Toute répulsion des Perlutac à l'endroit des Agoths n'a pas encore disparu. Ainsi ils les appellent encore dans les rixes (Beu), terme de mépris qui fait mettre l'Agoth en colère. (Cette expression est employée par nos paysans pour exciter les boeufs).
Dans les danses publiques, si un Agoth se mêle aux Perlutac bientôt on lui présente un siège pour s'asseoir.
Il y a quelques années, un riche américain, natif d'Arizcun gratifia sa commune d'une école communale, mais avec la clause que les enfants de Bozate n'y seraient point admis. Le progrès et la civilisation ont triomphé de cet ostracisme ridicule en faisant disparaître la clause un peu trop scrupuleuse du Crésus Arizcanensis. Et les enfants de Bozate fréquentent ladite école, et ils ne sont pas les moins intelligents de la classe.

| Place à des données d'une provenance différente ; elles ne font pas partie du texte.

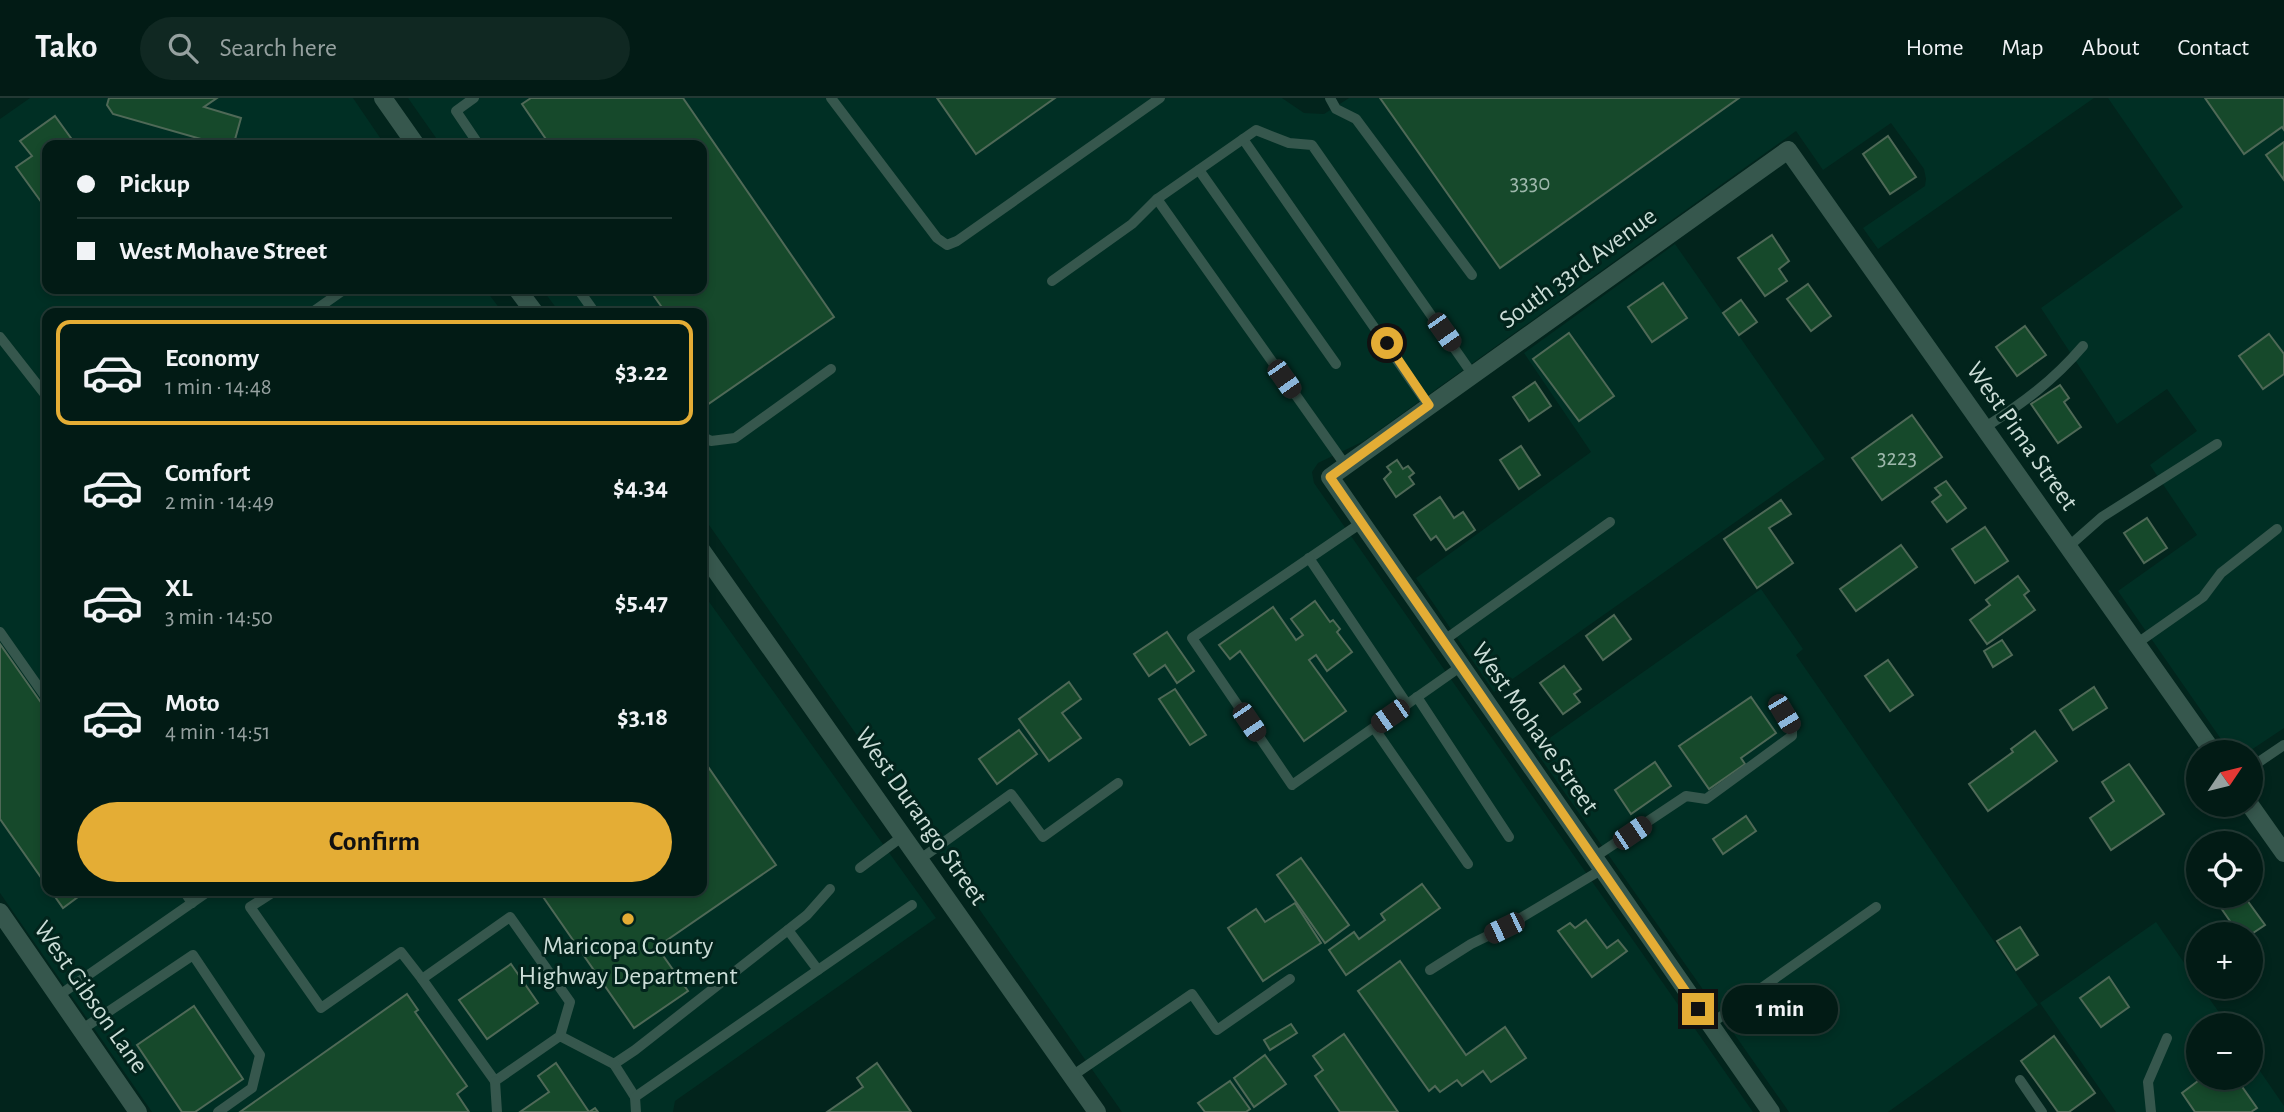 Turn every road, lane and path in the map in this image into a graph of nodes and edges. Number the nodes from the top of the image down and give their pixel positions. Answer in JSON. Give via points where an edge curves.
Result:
{"nodes":[{"id":1,"x":383,"y":98,"type":"edge"},
{"id":2,"x":474,"y":98,"type":"edge"},
{"id":3,"x":831,"y":98,"type":"edge"},
{"id":4,"x":1160,"y":98,"type":"edge"},
{"id":5,"x":1329,"y":98,"type":"edge"},
{"id":6,"x":1243,"y":139,"type":"junction"},
{"id":7,"x":412,"y":140,"type":"edge"},
{"id":8,"x":476,"y":140,"type":"edge"},
{"id":9,"x":1788,"y":150,"type":"joint"},
{"id":10,"x":1199,"y":170,"type":"junction"},
{"id":11,"x":1157,"y":199,"type":"junction"},
{"id":12,"x":1472,"y":275,"type":"dead end"},
{"id":13,"x":1052,"y":281,"type":"dead end"},
{"id":14,"x":338,"y":294,"type":"edge"},
{"id":15,"x":318,"y":308,"type":"edge"},
{"id":16,"x":0,"y":337,"type":"edge"},
{"id":17,"x":2083,"y":346,"type":"dead end"},
{"id":18,"x":1336,"y":364,"type":"dead end"},
{"id":19,"x":831,"y":369,"type":"dead end"},
{"id":20,"x":1474,"y":375,"type":"junction"},
{"id":21,"x":42,"y":391,"type":"edge"},
{"id":22,"x":1429,"y":405,"type":"junction"},
{"id":23,"x":1984,"y":428,"type":"junction"},
{"id":24,"x":707,"y":439,"type":"edge"},
{"id":25,"x":2217,"y":444,"type":"dead end"},
{"id":26,"x":1346,"y":466,"type":"junction"},
{"id":27,"x":1330,"y":477,"type":"joint"},
{"id":28,"x":1610,"y":522,"type":"dead end"},
{"id":29,"x":1361,"y":523,"type":"junction"},
{"id":30,"x":2277,"y":530,"type":"dead end"},
{"id":31,"x":2068,"y":547,"type":"junction"},
{"id":32,"x":707,"y":558,"type":"edge"},
{"id":33,"x":1309,"y":558,"type":"junction"},
{"id":34,"x":0,"y":632,"type":"edge"},
{"id":35,"x":1443,"y":641,"type":"junction"},
{"id":36,"x":2136,"y":644,"type":"junction"},
{"id":37,"x":1460,"y":667,"type":"junction"},
{"id":38,"x":42,"y":692,"type":"edge"},
{"id":39,"x":1412,"y":701,"type":"junction"},
{"id":40,"x":1777,"y":701,"type":"dead end"},
{"id":41,"x":1374,"y":728,"type":"junction"},
{"id":42,"x":2204,"y":740,"type":"edge"},
{"id":43,"x":2284,"y":745,"type":"edge"},
{"id":44,"x":2263,"y":759,"type":"edge"},
{"id":45,"x":1118,"y":783,"type":"dead end"},
{"id":46,"x":2258,"y":817,"type":"edge"},
{"id":47,"x":903,"y":836,"type":"junction"},
{"id":48,"x":1509,"y":837,"type":"dead end"},
{"id":49,"x":2284,"y":853,"type":"edge"},
{"id":50,"x":919,"y":860,"type":"junction"},
{"id":51,"x":1468,"y":863,"type":"dead end"},
{"id":52,"x":1597,"y":864,"type":"junction"},
{"id":53,"x":860,"y":868,"type":"dead end"},
{"id":54,"x":830,"y":889,"type":"dead end"},
{"id":55,"x":187,"y":896,"type":"edge"},
{"id":56,"x":202,"y":896,"type":"edge"},
{"id":57,"x":267,"y":896,"type":"edge"},
{"id":58,"x":192,"y":903,"type":"junction"},
{"id":59,"x":912,"y":905,"type":"dead end"},
{"id":60,"x":1876,"y":907,"type":"dead end"},
{"id":61,"x":0,"y":912,"type":"edge"},
{"id":62,"x":788,"y":930,"type":"junction"},
{"id":63,"x":818,"y":970,"type":"junction"},
{"id":64,"x":1430,"y":970,"type":"dead end"},
{"id":65,"x":422,"y":979,"type":"junction"},
{"id":66,"x":1290,"y":979,"type":"dead end"},
{"id":67,"x":58,"y":996,"type":"junction"},
{"id":68,"x":1709,"y":1025,"type":"junction"},
{"id":69,"x":81,"y":1030,"type":"junction"},
{"id":70,"x":560,"y":1036,"type":"junction"},
{"id":71,"x":2167,"y":1038,"type":"dead end"},
{"id":72,"x":614,"y":1064,"type":"junction"},
{"id":73,"x":1072,"y":1076,"type":"junction"},
{"id":74,"x":495,"y":1080,"type":"junction"},
{"id":75,"x":2020,"y":1080,"type":"dead end"},
{"id":76,"x":635,"y":1097,"type":"junction"},
{"id":77,"x":138,"y":1112,"type":"edge"},
{"id":78,"x":218,"y":1112,"type":"edge"},
{"id":79,"x":497,"y":1112,"type":"edge"},
{"id":80,"x":636,"y":1112,"type":"edge"},
{"id":81,"x":1097,"y":1112,"type":"edge"},
{"id":82,"x":1771,"y":1112,"type":"edge"},
{"id":83,"x":2042,"y":1112,"type":"edge"},
{"id":84,"x":2151,"y":1112,"type":"edge"}],
"edges":[{"from":1,"to":7,"type":"street"},
{"from":2,"to":8,"type":"lane","via":[[456,111]]},
{"from":3,"to":4,"type":"lane","via":[[947,245]]},
{"from":5,"to":12,"type":"lane","via":[[1336,109],[1356,119]]},
{"from":6,"to":10,"type":"lane"},
{"from":6,"to":20,"type":"lane","via":[[1256,130],[1289,144],[1312,145]]},
{"from":6,"to":22,"type":"lane"},
{"from":9,"to":20,"type":"street","name":"South 33rd Avenue"},
{"from":9,"to":23,"type":"street","name":"West Pima Street"},
{"from":10,"to":11,"type":"lane"},
{"from":10,"to":18,"type":"lane"},
{"from":11,"to":13,"type":"lane","via":[[1132,224]]},
{"from":11,"to":26,"type":"lane"},
{"from":14,"to":15,"type":"lane"},
{"from":16,"to":21,"type":"lane"},
{"from":17,"to":23,"type":"lane","via":[[2062,371]]},
{"from":19,"to":24,"type":"lane","via":[[735,438]]},
{"from":20,"to":22,"type":"street","name":"South 33rd Avenue"},
{"from":22,"to":26,"type":"street","name":"South 33rd Avenue"},
{"from":23,"to":31,"type":"street","name":"West Pima Street"},
{"from":25,"to":31,"type":"lane","via":[[2102,517]]},
{"from":26,"to":27,"type":"street","name":"South 33rd Avenue"},
{"from":27,"to":29,"type":"street","name":"West Mohave Street"},
{"from":28,"to":35,"type":"lane"},
{"from":29,"to":33,"type":"lane"},
{"from":29,"to":35,"type":"street","name":"West Mohave Street"},
{"from":30,"to":36,"type":"lane","via":[[2221,573],[2203,597]]},
{"from":31,"to":36,"type":"street","name":"West Pima Street"},
{"from":32,"to":47,"type":"street","name":"West Durango Street"},
{"from":33,"to":39,"type":"lane"},
{"from":33,"to":41,"type":"lane","via":[[1192,638],[1292,785]]},
{"from":34,"to":38,"type":"lane"},
{"from":35,"to":37,"type":"street","name":"West Mohave Street"},
{"from":36,"to":42,"type":"street","name":"West Pima Street"},
{"from":37,"to":39,"type":"lane"},
{"from":37,"to":52,"type":"street","name":"West Mohave Street"},
{"from":39,"to":41,"type":"lane"},
{"from":39,"to":48,"type":"lane"},
{"from":40,"to":52,"type":"lane","via":[[1792,727],[1792,736],[1706,799],[1686,796]]},
{"from":41,"to":51,"type":"lane"},
{"from":43,"to":44,"type":"lane"},
{"from":45,"to":50,"type":"lane","via":[[1043,836],[1011,794]]},
{"from":46,"to":49,"type":"street"},
{"from":47,"to":50,"type":"street","name":"West Durango Street"},
{"from":47,"to":53,"type":"lane"},
{"from":50,"to":73,"type":"street","name":"West Durango Street"},
{"from":52,"to":64,"type":"lane","via":[[1504,928]]},
{"from":52,"to":68,"type":"street","name":"West Mohave Street"},
{"from":54,"to":62,"type":"lane"},
{"from":55,"to":58,"type":"lane"},
{"from":56,"to":58,"type":"lane"},
{"from":57,"to":65,"type":"lane","via":[[250,907],[321,1008],[401,952]]},
{"from":58,"to":67,"type":"lane"},
{"from":59,"to":63,"type":"lane"},
{"from":60,"to":68,"type":"lane"},
{"from":61,"to":67,"type":"street","name":"West Gibson Lane"},
{"from":62,"to":63,"type":"lane"},
{"from":62,"to":72,"type":"lane"},
{"from":63,"to":76,"type":"lane"},
{"from":65,"to":70,"type":"lane","via":[[510,917],[570,1002]]},
{"from":65,"to":74,"type":"lane"},
{"from":66,"to":73,"type":"lane","via":[[1217,1030],[1192,994]]},
{"from":67,"to":69,"type":"street","name":"West Gibson Lane"},
{"from":68,"to":82,"type":"street","name":"West Mohave Street"},
{"from":69,"to":77,"type":"street","name":"West Gibson Lane"},
{"from":69,"to":78,"type":"lane","via":[[193,955],[260,1055],[252,1088]]},
{"from":70,"to":72,"type":"lane"},
{"from":70,"to":74,"type":"lane"},
{"from":71,"to":84,"type":"lane","via":[[2148,1082]]},
{"from":72,"to":76,"type":"lane"},
{"from":73,"to":81,"type":"street","name":"West Durango Street"},
{"from":74,"to":79,"type":"lane"},
{"from":75,"to":83,"type":"lane"},
{"from":76,"to":80,"type":"lane"}]}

De temps à autre, la vieille haine contre les Agoths se réveille, et éclate alors par des arguments ad hominem : un habitant de Bozate, établi comme métayer, il y a quelques années, au bourg d'Arizcun, a dû quitter le quartier ; il était nuit et jour poursuivi à coups de pierres. Le curé d'Arizcun, devant les remontrances des Pellutac, a été obligé de congédier une brave fille de Bozate, occupée par la benoîte à l'église paroissiale pour l'entretien de la lingerie. Un charpentier de Bozate, marié il y a environ trois ans avec une femme d'Arizcun, a été aussi forcé de quitter le bourg d'Arizcun et de construire une maison entre Bozate et Arizcun.

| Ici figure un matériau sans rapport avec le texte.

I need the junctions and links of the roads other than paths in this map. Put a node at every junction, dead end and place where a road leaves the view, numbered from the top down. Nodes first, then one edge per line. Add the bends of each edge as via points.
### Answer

Toutefois, malgré ce reste de répugnance, les jeunes gens d'Arizcun ne dédaignent pas, depuis quelques années, les belles filles de Bozate, et l'on voit fréquemment le conjunyo couronner leurs fréquentations sentimentales.
Les Agoths de Bozate sont en général des gens pauvres, mais actifs, jaloux les uns des autres. Lorsqu'ils ont des différends entr'eux, ils s'adressent toujours aux Arizcunenses qu'ils prennent pour arbitres. Ce sont pour la plupart des journaliers, faisant les travaux des habitants d'Arizcun. Les femmes sont un peu querelleuses et ont la langue déliée. Bien que les auberges abondent à Bozate, les Agoths ne sont pas très adonnés au vin. Ils ne fréquentent jamais les auberges d'Arizcun. Ils parlent un basque très pur, et chose digne de remarque, plus pur que les Arizcunenses.
Quant au type, c'est le type Baztansies : front large, découvert et assez proéminent. Quant au lobule de l'oreille, il n'est pas adhérent à la région. Nous y avons vu, lors de notre excursion, de très jolis enfants. Le sexe n'est pas en général très beau. Se livrant, comme les hommes, aux travaux des champs, il est rustre comme partout où les femmes vaquent aux travaux si pénibles de l'agriculture. Le type blond tranché prédomine un peu plus que le type châtain. Nous n'y avons point vu de bruns.
La confrontation du crâne n'indique non plus rien de particulier. Si les Agoths ne sont pas Basques, il est étonnant que le type primitif se soit tellement modifié, tout en vivant dans l'isolement et ne contractant point d'union avec les Perlutac, pour qu'il ressemble aujourd'hui en tous points au type Basque."
A suivre...
(Source gallica.bnf.fr / Bibliothèque nationale de France)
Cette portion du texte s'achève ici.